╭─ Source records
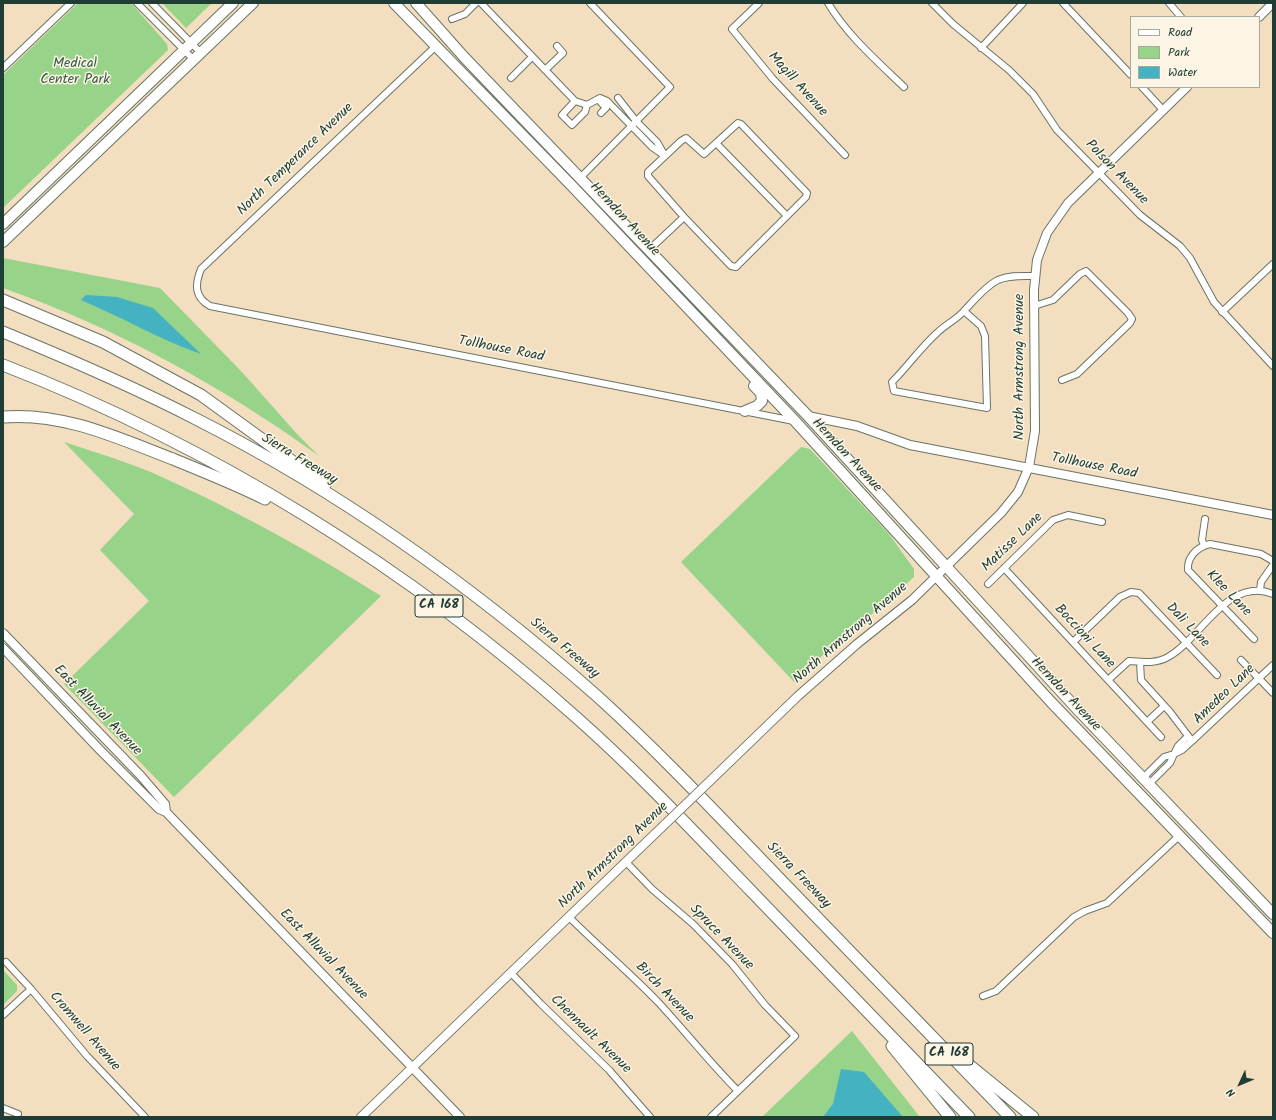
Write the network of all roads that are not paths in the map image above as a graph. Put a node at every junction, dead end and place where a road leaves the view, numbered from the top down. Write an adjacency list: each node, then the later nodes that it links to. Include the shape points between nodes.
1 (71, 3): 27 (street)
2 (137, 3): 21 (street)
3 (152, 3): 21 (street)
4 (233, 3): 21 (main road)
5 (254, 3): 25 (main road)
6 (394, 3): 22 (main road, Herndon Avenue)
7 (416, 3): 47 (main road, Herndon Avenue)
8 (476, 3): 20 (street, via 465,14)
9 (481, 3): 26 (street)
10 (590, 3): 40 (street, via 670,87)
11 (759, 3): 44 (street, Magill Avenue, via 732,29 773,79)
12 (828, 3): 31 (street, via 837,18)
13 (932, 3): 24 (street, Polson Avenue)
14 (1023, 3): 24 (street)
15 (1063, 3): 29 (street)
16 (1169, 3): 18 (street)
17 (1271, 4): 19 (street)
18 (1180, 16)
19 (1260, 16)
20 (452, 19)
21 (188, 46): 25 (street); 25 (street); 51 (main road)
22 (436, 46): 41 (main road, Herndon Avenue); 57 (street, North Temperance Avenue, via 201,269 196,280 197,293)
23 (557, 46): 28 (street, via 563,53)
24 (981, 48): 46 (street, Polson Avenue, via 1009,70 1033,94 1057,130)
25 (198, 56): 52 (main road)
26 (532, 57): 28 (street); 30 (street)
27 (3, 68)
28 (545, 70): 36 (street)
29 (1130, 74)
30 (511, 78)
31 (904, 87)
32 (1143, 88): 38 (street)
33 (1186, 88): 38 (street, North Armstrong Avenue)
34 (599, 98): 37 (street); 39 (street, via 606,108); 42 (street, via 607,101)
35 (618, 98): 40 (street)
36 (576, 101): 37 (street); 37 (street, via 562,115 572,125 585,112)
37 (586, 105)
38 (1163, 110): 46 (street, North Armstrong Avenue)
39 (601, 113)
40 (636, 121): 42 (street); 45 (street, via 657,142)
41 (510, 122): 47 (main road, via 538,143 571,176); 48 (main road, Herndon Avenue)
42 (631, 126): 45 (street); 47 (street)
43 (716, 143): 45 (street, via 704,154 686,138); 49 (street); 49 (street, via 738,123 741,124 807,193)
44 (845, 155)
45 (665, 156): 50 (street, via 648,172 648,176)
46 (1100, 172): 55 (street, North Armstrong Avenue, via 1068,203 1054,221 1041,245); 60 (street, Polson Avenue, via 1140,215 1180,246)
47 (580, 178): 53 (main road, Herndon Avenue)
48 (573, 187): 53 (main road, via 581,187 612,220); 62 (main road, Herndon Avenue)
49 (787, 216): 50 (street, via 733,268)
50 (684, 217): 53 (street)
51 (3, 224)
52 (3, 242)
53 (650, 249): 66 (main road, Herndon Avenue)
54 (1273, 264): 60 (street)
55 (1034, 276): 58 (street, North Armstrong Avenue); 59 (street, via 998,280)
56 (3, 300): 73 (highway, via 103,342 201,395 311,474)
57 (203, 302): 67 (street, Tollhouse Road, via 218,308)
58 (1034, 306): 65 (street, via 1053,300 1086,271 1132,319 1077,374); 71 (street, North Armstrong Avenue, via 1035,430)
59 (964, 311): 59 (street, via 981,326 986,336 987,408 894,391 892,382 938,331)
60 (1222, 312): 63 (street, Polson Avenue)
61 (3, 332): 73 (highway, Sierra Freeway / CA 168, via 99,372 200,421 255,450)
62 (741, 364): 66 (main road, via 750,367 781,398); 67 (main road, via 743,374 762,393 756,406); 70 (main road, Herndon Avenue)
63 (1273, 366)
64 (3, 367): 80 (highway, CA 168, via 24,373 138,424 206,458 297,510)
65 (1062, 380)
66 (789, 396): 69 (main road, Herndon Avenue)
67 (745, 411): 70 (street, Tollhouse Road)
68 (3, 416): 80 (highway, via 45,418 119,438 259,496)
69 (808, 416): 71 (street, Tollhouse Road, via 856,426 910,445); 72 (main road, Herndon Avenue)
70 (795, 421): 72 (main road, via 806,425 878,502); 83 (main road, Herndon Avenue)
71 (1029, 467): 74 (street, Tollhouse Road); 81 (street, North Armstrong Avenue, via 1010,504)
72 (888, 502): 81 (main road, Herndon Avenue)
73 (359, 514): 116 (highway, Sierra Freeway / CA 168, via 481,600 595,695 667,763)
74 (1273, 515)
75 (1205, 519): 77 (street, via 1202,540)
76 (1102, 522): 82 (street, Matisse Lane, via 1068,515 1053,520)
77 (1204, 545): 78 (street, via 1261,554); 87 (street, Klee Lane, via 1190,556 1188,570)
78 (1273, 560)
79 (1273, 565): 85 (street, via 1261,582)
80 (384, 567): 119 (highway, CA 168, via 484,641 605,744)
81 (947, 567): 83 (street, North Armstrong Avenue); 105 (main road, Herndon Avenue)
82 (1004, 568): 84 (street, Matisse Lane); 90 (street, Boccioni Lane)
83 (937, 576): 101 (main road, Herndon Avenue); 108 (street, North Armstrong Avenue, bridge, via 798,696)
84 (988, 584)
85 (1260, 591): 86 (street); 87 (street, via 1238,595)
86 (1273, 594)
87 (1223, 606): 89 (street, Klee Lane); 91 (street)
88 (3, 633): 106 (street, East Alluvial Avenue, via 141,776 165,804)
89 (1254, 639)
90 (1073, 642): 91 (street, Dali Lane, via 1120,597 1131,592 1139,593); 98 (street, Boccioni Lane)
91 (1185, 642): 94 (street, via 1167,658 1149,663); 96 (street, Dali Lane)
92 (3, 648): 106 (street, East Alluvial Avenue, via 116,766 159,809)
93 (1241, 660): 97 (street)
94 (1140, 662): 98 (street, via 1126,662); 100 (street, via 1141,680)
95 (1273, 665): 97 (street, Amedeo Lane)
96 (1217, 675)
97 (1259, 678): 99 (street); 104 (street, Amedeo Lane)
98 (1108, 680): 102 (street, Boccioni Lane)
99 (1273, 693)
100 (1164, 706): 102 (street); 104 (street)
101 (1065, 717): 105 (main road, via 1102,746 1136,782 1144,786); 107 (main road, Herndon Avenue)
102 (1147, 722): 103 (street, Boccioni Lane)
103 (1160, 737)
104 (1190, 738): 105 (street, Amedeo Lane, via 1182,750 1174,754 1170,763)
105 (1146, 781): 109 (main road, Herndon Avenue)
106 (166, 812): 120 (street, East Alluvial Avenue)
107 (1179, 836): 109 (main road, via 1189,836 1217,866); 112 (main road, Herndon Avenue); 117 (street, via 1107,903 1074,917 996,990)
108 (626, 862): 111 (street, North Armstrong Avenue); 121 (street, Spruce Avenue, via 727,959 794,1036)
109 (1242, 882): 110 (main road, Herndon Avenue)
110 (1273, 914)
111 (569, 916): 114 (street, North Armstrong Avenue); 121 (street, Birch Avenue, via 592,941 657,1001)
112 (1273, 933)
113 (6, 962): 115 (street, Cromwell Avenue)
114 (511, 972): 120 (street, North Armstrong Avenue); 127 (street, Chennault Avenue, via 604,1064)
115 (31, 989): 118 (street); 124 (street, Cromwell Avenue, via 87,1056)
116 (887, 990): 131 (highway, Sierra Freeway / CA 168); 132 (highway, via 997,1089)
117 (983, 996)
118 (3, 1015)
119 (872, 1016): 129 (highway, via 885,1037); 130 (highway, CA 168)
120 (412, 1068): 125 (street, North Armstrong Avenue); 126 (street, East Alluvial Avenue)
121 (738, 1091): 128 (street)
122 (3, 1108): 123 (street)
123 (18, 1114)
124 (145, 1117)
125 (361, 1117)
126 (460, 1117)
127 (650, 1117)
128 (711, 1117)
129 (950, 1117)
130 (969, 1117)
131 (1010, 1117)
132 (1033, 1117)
╰─
◆ Exercise: The data above, line by line: transcribe it exactly and drop the pictures.

◆ Solution to the problem:
Write the network of all roads that are not paths in the map image above as a graph. Put a node at every junction, dead end and place where a road leaves the view, numbered from the top down. Write an adjacency list: each node, then the later nodes that it links to. Include the shape points between nodes.
1 (71, 3): 27 (street)
2 (137, 3): 21 (street)
3 (152, 3): 21 (street)
4 (233, 3): 21 (main road)
5 (254, 3): 25 (main road)
6 (394, 3): 22 (main road, Herndon Avenue)
7 (416, 3): 47 (main road, Herndon Avenue)
8 (476, 3): 20 (street, via 465,14)
9 (481, 3): 26 (street)
10 (590, 3): 40 (street, via 670,87)
11 (759, 3): 44 (street, Magill Avenue, via 732,29 773,79)
12 (828, 3): 31 (street, via 837,18)
13 (932, 3): 24 (street, Polson Avenue)
14 (1023, 3): 24 (street)
15 (1063, 3): 29 (street)
16 (1169, 3): 18 (street)
17 (1271, 4): 19 (street)
18 (1180, 16)
19 (1260, 16)
20 (452, 19)
21 (188, 46): 25 (street); 25 (street); 51 (main road)
22 (436, 46): 41 (main road, Herndon Avenue); 57 (street, North Temperance Avenue, via 201,269 196,280 197,293)
23 (557, 46): 28 (street, via 563,53)
24 (981, 48): 46 (street, Polson Avenue, via 1009,70 1033,94 1057,130)
25 (198, 56): 52 (main road)
26 (532, 57): 28 (street); 30 (street)
27 (3, 68)
28 (545, 70): 36 (street)
29 (1130, 74)
30 (511, 78)
31 (904, 87)
32 (1143, 88): 38 (street)
33 (1186, 88): 38 (street, North Armstrong Avenue)
34 (599, 98): 37 (street); 39 (street, via 606,108); 42 (street, via 607,101)
35 (618, 98): 40 (street)
36 (576, 101): 37 (street); 37 (street, via 562,115 572,125 585,112)
37 (586, 105)
38 (1163, 110): 46 (street, North Armstrong Avenue)
39 (601, 113)
40 (636, 121): 42 (street); 45 (street, via 657,142)
41 (510, 122): 47 (main road, via 538,143 571,176); 48 (main road, Herndon Avenue)
42 (631, 126): 45 (street); 47 (street)
43 (716, 143): 45 (street, via 704,154 686,138); 49 (street); 49 (street, via 738,123 741,124 807,193)
44 (845, 155)
45 (665, 156): 50 (street, via 648,172 648,176)
46 (1100, 172): 55 (street, North Armstrong Avenue, via 1068,203 1054,221 1041,245); 60 (street, Polson Avenue, via 1140,215 1180,246)
47 (580, 178): 53 (main road, Herndon Avenue)
48 (573, 187): 53 (main road, via 581,187 612,220); 62 (main road, Herndon Avenue)
49 (787, 216): 50 (street, via 733,268)
50 (684, 217): 53 (street)
51 (3, 224)
52 (3, 242)
53 (650, 249): 66 (main road, Herndon Avenue)
54 (1273, 264): 60 (street)
55 (1034, 276): 58 (street, North Armstrong Avenue); 59 (street, via 998,280)
56 (3, 300): 73 (highway, via 103,342 201,395 311,474)
57 (203, 302): 67 (street, Tollhouse Road, via 218,308)
58 (1034, 306): 65 (street, via 1053,300 1086,271 1132,319 1077,374); 71 (street, North Armstrong Avenue, via 1035,430)
59 (964, 311): 59 (street, via 981,326 986,336 987,408 894,391 892,382 938,331)
60 (1222, 312): 63 (street, Polson Avenue)
61 (3, 332): 73 (highway, Sierra Freeway / CA 168, via 99,372 200,421 255,450)
62 (741, 364): 66 (main road, via 750,367 781,398); 67 (main road, via 743,374 762,393 756,406); 70 (main road, Herndon Avenue)
63 (1273, 366)
64 (3, 367): 80 (highway, CA 168, via 24,373 138,424 206,458 297,510)
65 (1062, 380)
66 (789, 396): 69 (main road, Herndon Avenue)
67 (745, 411): 70 (street, Tollhouse Road)
68 (3, 416): 80 (highway, via 45,418 119,438 259,496)
69 (808, 416): 71 (street, Tollhouse Road, via 856,426 910,445); 72 (main road, Herndon Avenue)
70 (795, 421): 72 (main road, via 806,425 878,502); 83 (main road, Herndon Avenue)
71 (1029, 467): 74 (street, Tollhouse Road); 81 (street, North Armstrong Avenue, via 1010,504)
72 (888, 502): 81 (main road, Herndon Avenue)
73 (359, 514): 116 (highway, Sierra Freeway / CA 168, via 481,600 595,695 667,763)
74 (1273, 515)
75 (1205, 519): 77 (street, via 1202,540)
76 (1102, 522): 82 (street, Matisse Lane, via 1068,515 1053,520)
77 (1204, 545): 78 (street, via 1261,554); 87 (street, Klee Lane, via 1190,556 1188,570)
78 (1273, 560)
79 (1273, 565): 85 (street, via 1261,582)
80 (384, 567): 119 (highway, CA 168, via 484,641 605,744)
81 (947, 567): 83 (street, North Armstrong Avenue); 105 (main road, Herndon Avenue)
82 (1004, 568): 84 (street, Matisse Lane); 90 (street, Boccioni Lane)
83 (937, 576): 101 (main road, Herndon Avenue); 108 (street, North Armstrong Avenue, bridge, via 798,696)
84 (988, 584)
85 (1260, 591): 86 (street); 87 (street, via 1238,595)
86 (1273, 594)
87 (1223, 606): 89 (street, Klee Lane); 91 (street)
88 (3, 633): 106 (street, East Alluvial Avenue, via 141,776 165,804)
89 (1254, 639)
90 (1073, 642): 91 (street, Dali Lane, via 1120,597 1131,592 1139,593); 98 (street, Boccioni Lane)
91 (1185, 642): 94 (street, via 1167,658 1149,663); 96 (street, Dali Lane)
92 (3, 648): 106 (street, East Alluvial Avenue, via 116,766 159,809)
93 (1241, 660): 97 (street)
94 (1140, 662): 98 (street, via 1126,662); 100 (street, via 1141,680)
95 (1273, 665): 97 (street, Amedeo Lane)
96 (1217, 675)
97 (1259, 678): 99 (street); 104 (street, Amedeo Lane)
98 (1108, 680): 102 (street, Boccioni Lane)
99 (1273, 693)
100 (1164, 706): 102 (street); 104 (street)
101 (1065, 717): 105 (main road, via 1102,746 1136,782 1144,786); 107 (main road, Herndon Avenue)
102 (1147, 722): 103 (street, Boccioni Lane)
103 (1160, 737)
104 (1190, 738): 105 (street, Amedeo Lane, via 1182,750 1174,754 1170,763)
105 (1146, 781): 109 (main road, Herndon Avenue)
106 (166, 812): 120 (street, East Alluvial Avenue)
107 (1179, 836): 109 (main road, via 1189,836 1217,866); 112 (main road, Herndon Avenue); 117 (street, via 1107,903 1074,917 996,990)
108 (626, 862): 111 (street, North Armstrong Avenue); 121 (street, Spruce Avenue, via 727,959 794,1036)
109 (1242, 882): 110 (main road, Herndon Avenue)
110 (1273, 914)
111 (569, 916): 114 (street, North Armstrong Avenue); 121 (street, Birch Avenue, via 592,941 657,1001)
112 (1273, 933)
113 (6, 962): 115 (street, Cromwell Avenue)
114 (511, 972): 120 (street, North Armstrong Avenue); 127 (street, Chennault Avenue, via 604,1064)
115 (31, 989): 118 (street); 124 (street, Cromwell Avenue, via 87,1056)
116 (887, 990): 131 (highway, Sierra Freeway / CA 168); 132 (highway, via 997,1089)
117 (983, 996)
118 (3, 1015)
119 (872, 1016): 129 (highway, via 885,1037); 130 (highway, CA 168)
120 (412, 1068): 125 (street, North Armstrong Avenue); 126 (street, East Alluvial Avenue)
121 (738, 1091): 128 (street)
122 (3, 1108): 123 (street)
123 (18, 1114)
124 (145, 1117)
125 (361, 1117)
126 (460, 1117)
127 (650, 1117)
128 (711, 1117)
129 (950, 1117)
130 (969, 1117)
131 (1010, 1117)
132 (1033, 1117)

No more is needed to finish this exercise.